A maternidade deve ser uma decisão livre e desejada

Fonte: Matizes Feministas

O 28 de Maio foi o Dia Internacional de Luta pela Saúde da Mulher e Dia Nacional contra a morbimortalidade Materna.

É um tema de muita importância para o feminismo porque historicamente o corpo da mulher tem sido um lugar de dominação do patriarcado, dos homens, do Estado e das Igrejas. Todos com mãos de ferro decidindo sobre os nossos destinos.

Nesta data, no mundo inteiro, são realizadas ativididades pelas organizações de mulheres para dar visibilidade à luta e chamar a atenção sobre um problema que ainda afeta muitas mulheres.

É um dia de comemorar as conquistas, atualizar o debate e refletir sobre o longo caminho que ainda temos a percorrer.

Por isso é dia de blogagem coletiva das Blogueiras Feministas, que escolheram vários temas no universo da saúde das mulheres e da morbimortalidade materna.

O aborto é a terceira causa de morte materna no Brasil. Esse dado consta do dossiê  “A realidade do aborto inseguro: o impacto da ilegalidade do abortamento na saúde das mulheres e nos serviços de saúde do estado do Rio de Janeiro, realizado pelo Grupo Curumim e pelo IPAS Brasil, duas organizações feministas de Pernambuco e do Rio de Janeiro, respectivamente.

Embora o estudo tenha sido realizado no Rio de Janeiro, ele reflete a realidade de muitos estados brasileiros. Foi constatado que nas regiões Norte e Nordeste o aborto chega a ser a primeira causa de morte materna. São as jovens com idade entre 15 e 29 anos e mais pobres que mais sofrem as sequelas do procedimento inseguro do abortamento. Veja detalhes aqui

Em janeiro de 2010 foi realizada a Pesquisa Nacional do Aborto que foi elaborada pelo Instituto de Bioética, Direitos Humanos e Gênero (Anis) em parceria com o a UnB e realizada pelo Ibope. A pergunta respondida foi “Você já fez um aborto?”.

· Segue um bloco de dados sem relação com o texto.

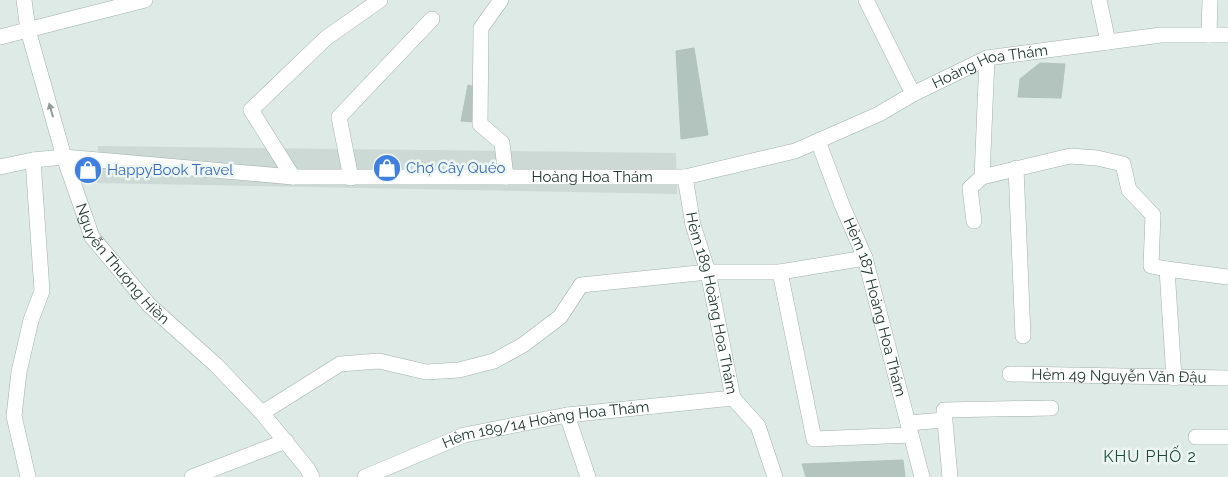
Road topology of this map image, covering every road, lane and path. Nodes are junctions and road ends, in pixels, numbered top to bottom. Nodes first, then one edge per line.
1 (24, 0) edge
2 (145, 0) edge
3 (380, 0) edge
4 (501, 0) edge
5 (866, 0) edge
6 (1099, 0) edge
7 (1210, 0) edge
8 (432, 19) dead end
9 (28, 30) junction
10 (1209, 35) junction
11 (1228, 35) edge
12 (0, 37) edge
13 (1108, 42) junction
14 (987, 58) junction
15 (913, 94) junction
16 (818, 141) junction
17 (64, 157) junction
18 (33, 160) junction
19 (0, 167) edge
20 (1016, 168) junction
21 (293, 177) junction
22 (506, 177) junction
23 (685, 177) junction
24 (982, 177) junction
25 (351, 178) junction
26 (974, 221) dead end
27 (865, 258) junction
28 (1167, 270) junction
29 (708, 272) junction
30 (780, 272) junction
31 (1228, 277) edge
32 (1024, 336) dead end
33 (1010, 374) dead end
34 (1174, 378) junction
35 (1228, 378) edge
36 (733, 398) junction
37 (1051, 408) dead end
38 (262, 413) junction
39 (567, 415) junction
40 (7, 418) edge
41 (944, 420) junction
42 (910, 429) junction
43 (1196, 436) dead end
44 (1228, 437) edge
45 (286, 442) junction
46 (28, 477) edge
47 (192, 477) edge
48 (312, 477) edge
49 (365, 477) edge
50 (588, 477) edge
51 (775, 477) edge
52 (922, 477) edge
53 (950, 477) edge

1 - 9 street, Nguyễn Thượng Hiền
2 - 9 street
3 - 21 street
4 - 22 street
5 - 15 street
6 - 13 street
7 - 10 street
8 - 25 street
9 - 12 street
17 -> 9 street, Nguyễn Thượng Hiền
10 - 11 street, Hoàng Hoa Thám
10 - 13 street, Hoàng Hoa Thám
13 - 14 street, Hoàng Hoa Thám
14 - 15 street, Hoàng Hoa Thám
14 - 24 street
15 - 16 street, Hoàng Hoa Thám
16 - 23 street, Hoàng Hoa Thám
16 - 27 street, Hẻm 187 Hoàng Hoa Thám
17 - 18 street, Hoàng Hoa Thám
17 - 21 street, Hoàng Hoa Thám
17 - 38 street, Nguyễn Thượng Hiền
18 - 19 street, Hoàng Hoa Thám
18 - 40 street
20 - 24 street
20 - 28 street
20 - 32 street
21 - 25 street, Hoàng Hoa Thám
22 - 23 street, Hoàng Hoa Thám
22 - 25 street, Hoàng Hoa Thám
23 - 29 street, Hẻm 189 Hoàng Hoa Thám
24 - 26 street
27 - 30 street
27 - 42 street, Hẻm 187 Hoàng Hoa Thám
28 - 31 street
28 - 34 street
29 - 30 street
29 - 36 street, Hẻm 189 Hoàng Hoa Thám
29 - 38 street
30 - 42 street
33 - 34 street, Hẻm 49 Nguyễn Văn Đậu
34 - 35 street, Hẻm 49 Nguyễn Văn Đậu
36 - 39 street, Hẻm 189/14 Hoàng Hoa Thám
36 - 51 street, Hẻm 189 Hoàng Hoa Thám
37 - 41 street
38 - 45 street, Nguyễn Thượng Hiền
39 - 49 street, Hẻm 189/14 Hoàng Hoa Thám
39 - 50 street
40 - 46 street
41 - 42 street
41 - 53 street
42 - 52 street, Hẻm 187 Hoàng Hoa Thám
43 - 44 street
45 - 47 street
45 - 48 street, Nguyễn Thượng Hiền

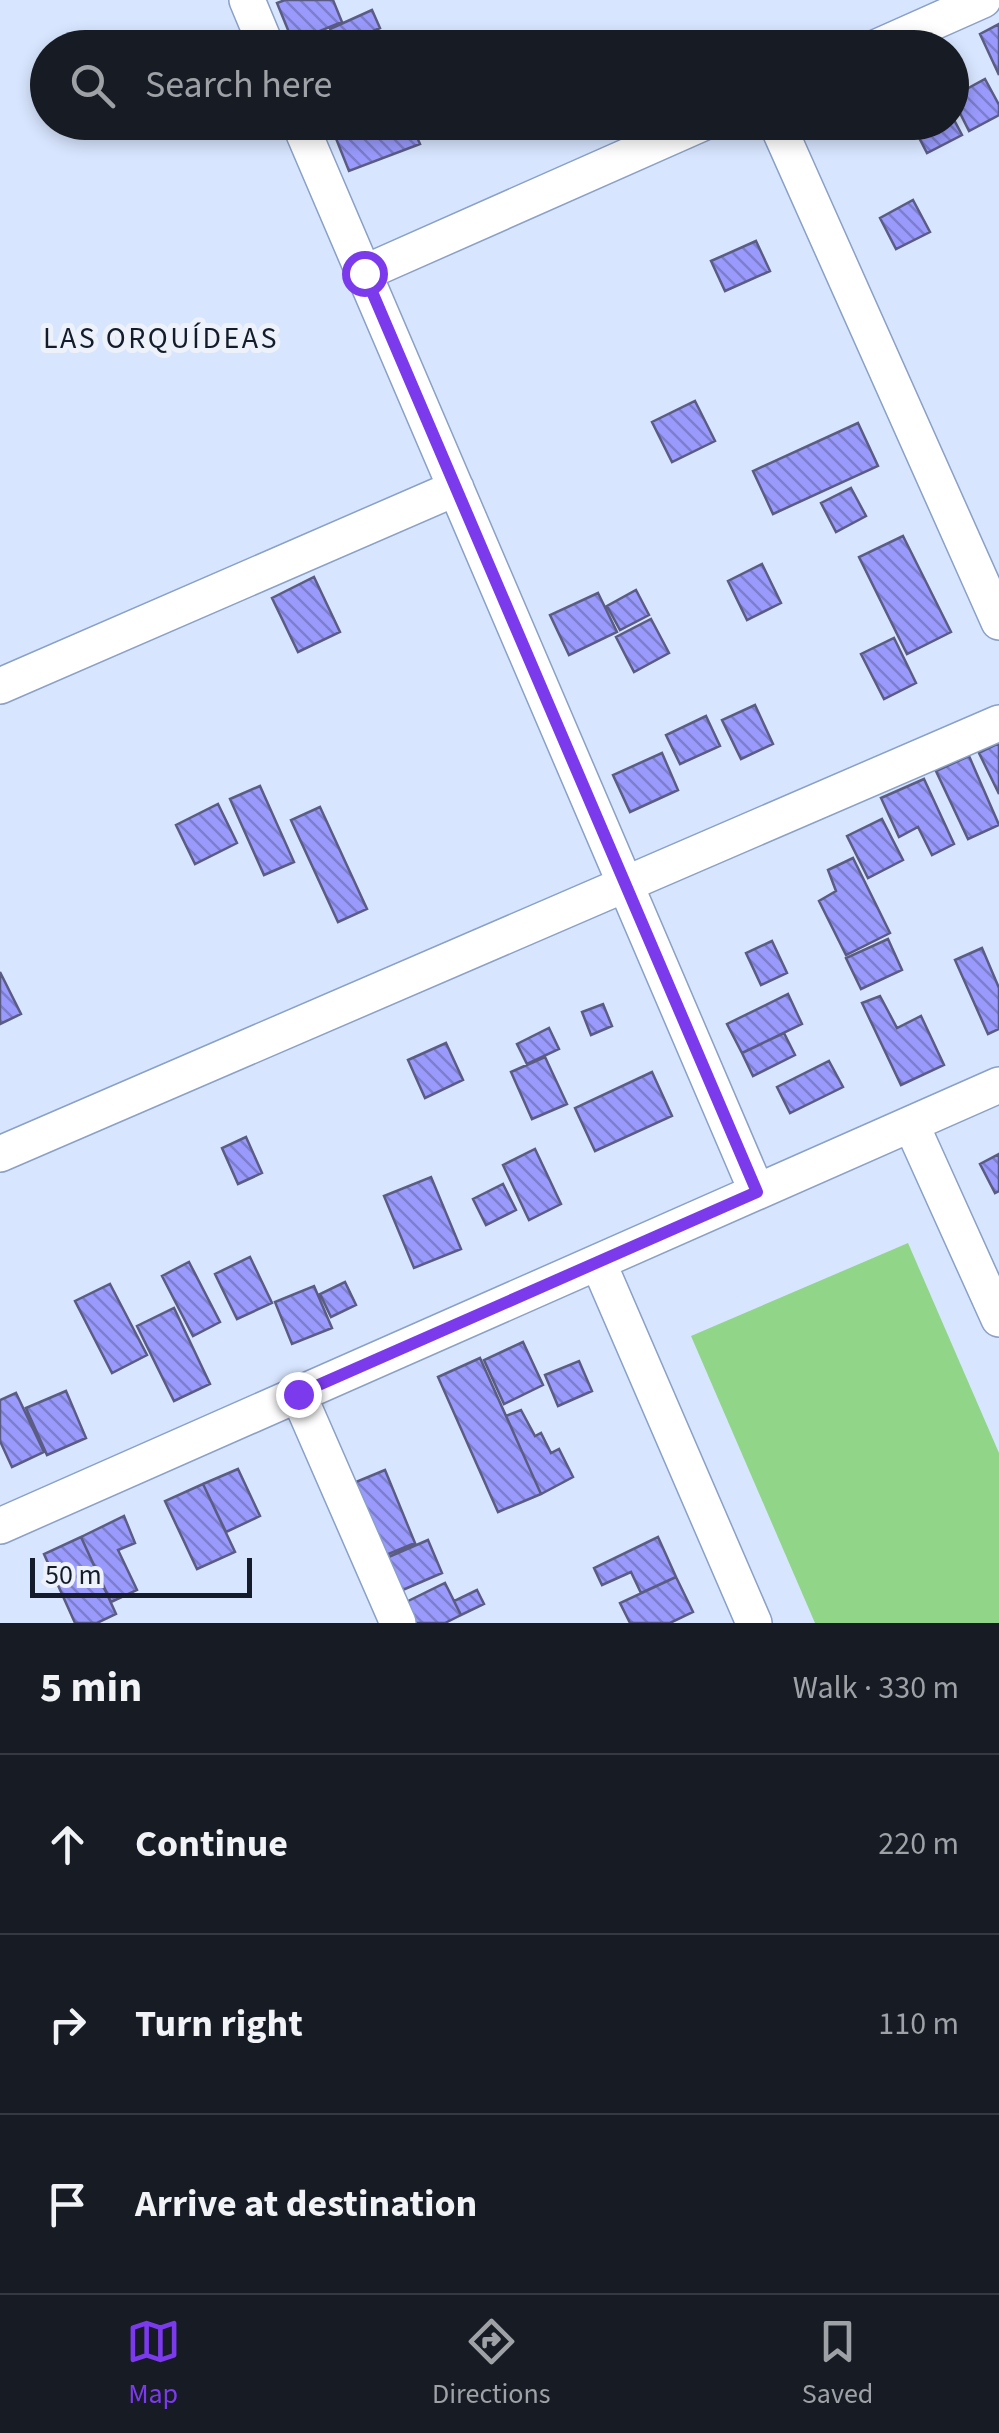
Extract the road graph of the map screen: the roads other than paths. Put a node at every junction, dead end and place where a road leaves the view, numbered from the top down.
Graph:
1 (247, 0) edge
2 (983, 0) edge
3 (260, 30) edge
4 (916, 30) edge
5 (308, 140) edge
6 (664, 140) edge
7 (784, 140) edge
8 (364, 273) junction
9 (456, 488) junction
10 (999, 622) edge
11 (0, 686) edge
12 (999, 722) edge
13 (625, 884) junction
14 (999, 1084) edge
15 (910, 1124) junction
16 (0, 1154) edge
17 (757, 1192) junction
18 (598, 1262) junction
19 (999, 1319) edge
20 (298, 1394) junction
21 (0, 1526) edge
22 (398, 1623) edge
23 (754, 1623) edge

1 - 3 street
2 - 4 street
5 - 8 street
6 - 8 street
7 - 10 street
8 - 9 street
9 - 11 street
9 - 13 street
12 - 13 street
13 - 16 street
13 - 17 street
14 - 15 street
15 - 17 street
15 - 19 street
17 - 18 street
18 - 20 street
18 - 23 street
20 - 21 street
20 - 22 street

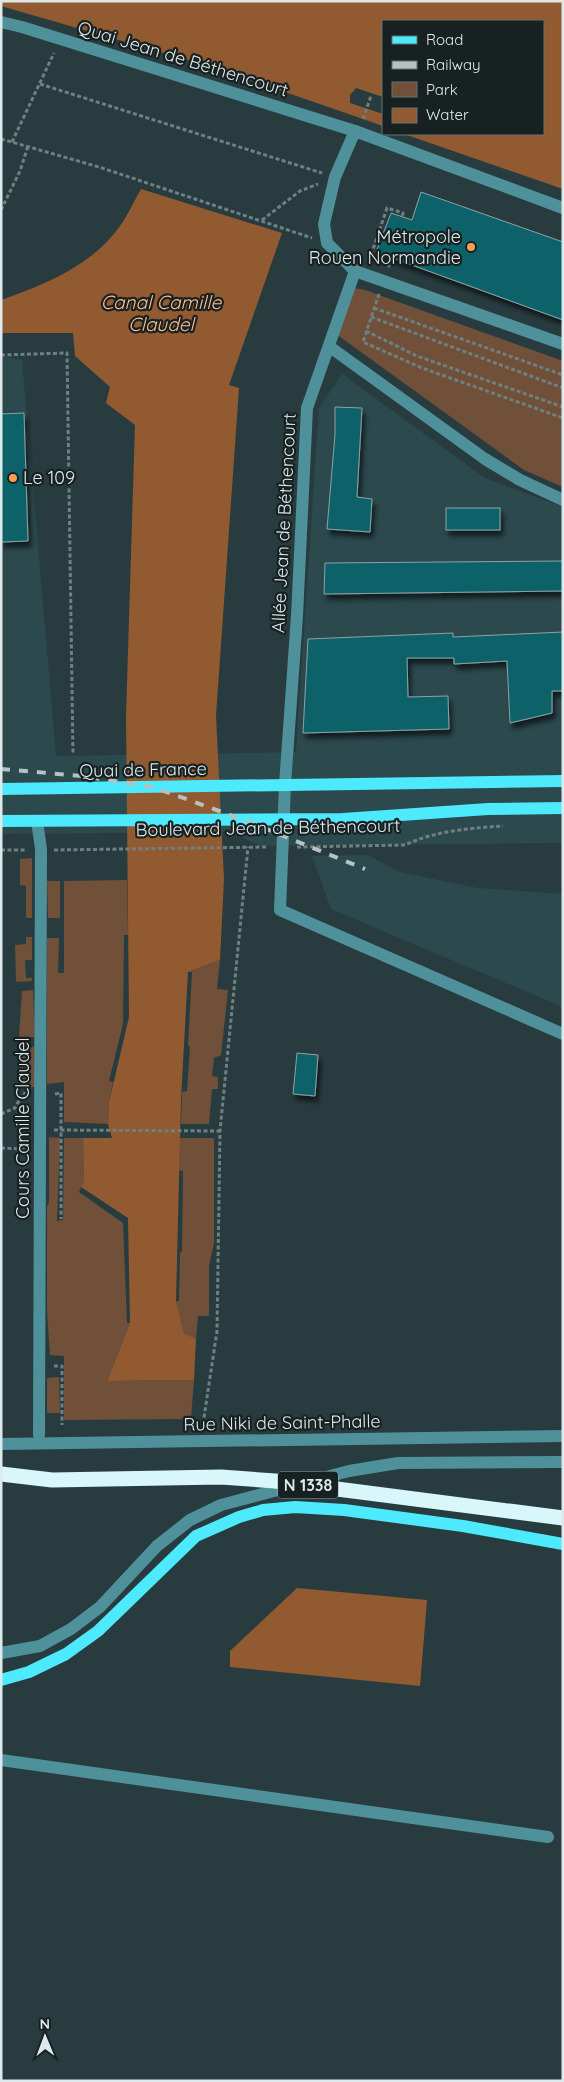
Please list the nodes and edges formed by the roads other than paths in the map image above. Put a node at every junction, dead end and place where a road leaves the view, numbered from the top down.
1 (1, 22) edge
2 (358, 126) junction
3 (563, 208) edge
4 (354, 271) junction
5 (563, 344) edge
6 (330, 347) junction
7 (563, 500) edge
8 (563, 781) edge
9 (285, 785) junction
10 (1, 789) edge
11 (563, 808) edge
12 (283, 820) junction
13 (1, 821) edge
14 (37, 821) junction
15 (563, 1034) edge
16 (39, 1435) dead end
17 (563, 1436) edge
18 (1, 1444) edge
19 (563, 1462) edge
20 (1, 1474) edge
21 (298, 1483) junction
22 (563, 1518) edge
23 (563, 1544) edge
24 (1, 1653) edge
25 (1, 1680) edge
26 (1, 1760) edge
27 (548, 1836) dead end

1 - 2 street, Quai Jean de Béthencourt
2 - 3 street, Quai Jean de Béthencourt
2 - 4 street
4 - 5 street
4 - 6 street, Allée Jean de Béthencourt
6 - 7 street
6 - 9 street, Allée Jean de Béthencourt
8 - 9 main road
9 - 10 main road, Quai de France
9 - 12 street
11 - 12 main road, Boulevard Jean de Béthencourt
12 - 14 main road
12 - 15 street
13 - 14 main road
14 - 16 street, Cours Camille Claudel
17 - 18 street, Rue Niki de Saint-Phalle
19 - 21 street
20 - 21 highway, N 1338
21 - 22 highway, N 1338
21 - 24 street
23 - 25 main road, N 1338
26 - 27 street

Considerando que o aborto é ilegal no Brasil, alguns cuidados foram tomados para garantir sigilo e segurança das entrevistadas.

Por isso, as respostas eram depositados numa urna  e os questionários com dados sociais e demográficos eram preenchidos por entrevistadoras mulheres. Foram entrevistadas 2.002 mulheres com idade entre 18 a 39 anos, em todas as capitais.

Segundo a pesquisa, uma em cada sete mulheres brasileiras já fez aborto, o que significa um grupo de cerca de 5,3 milhões de brasileiras, ou 15% da população em idade reprodutiva.

A maioria é de mulheres que tem um companheiro. Quase 60% delas já tem filhos. Quanto maior o grau de escolaridade, menor o número de mulheres que fizeram aborto.

O Nordeste é a região onde um maior número de mulheres declarou ter feito um aborto.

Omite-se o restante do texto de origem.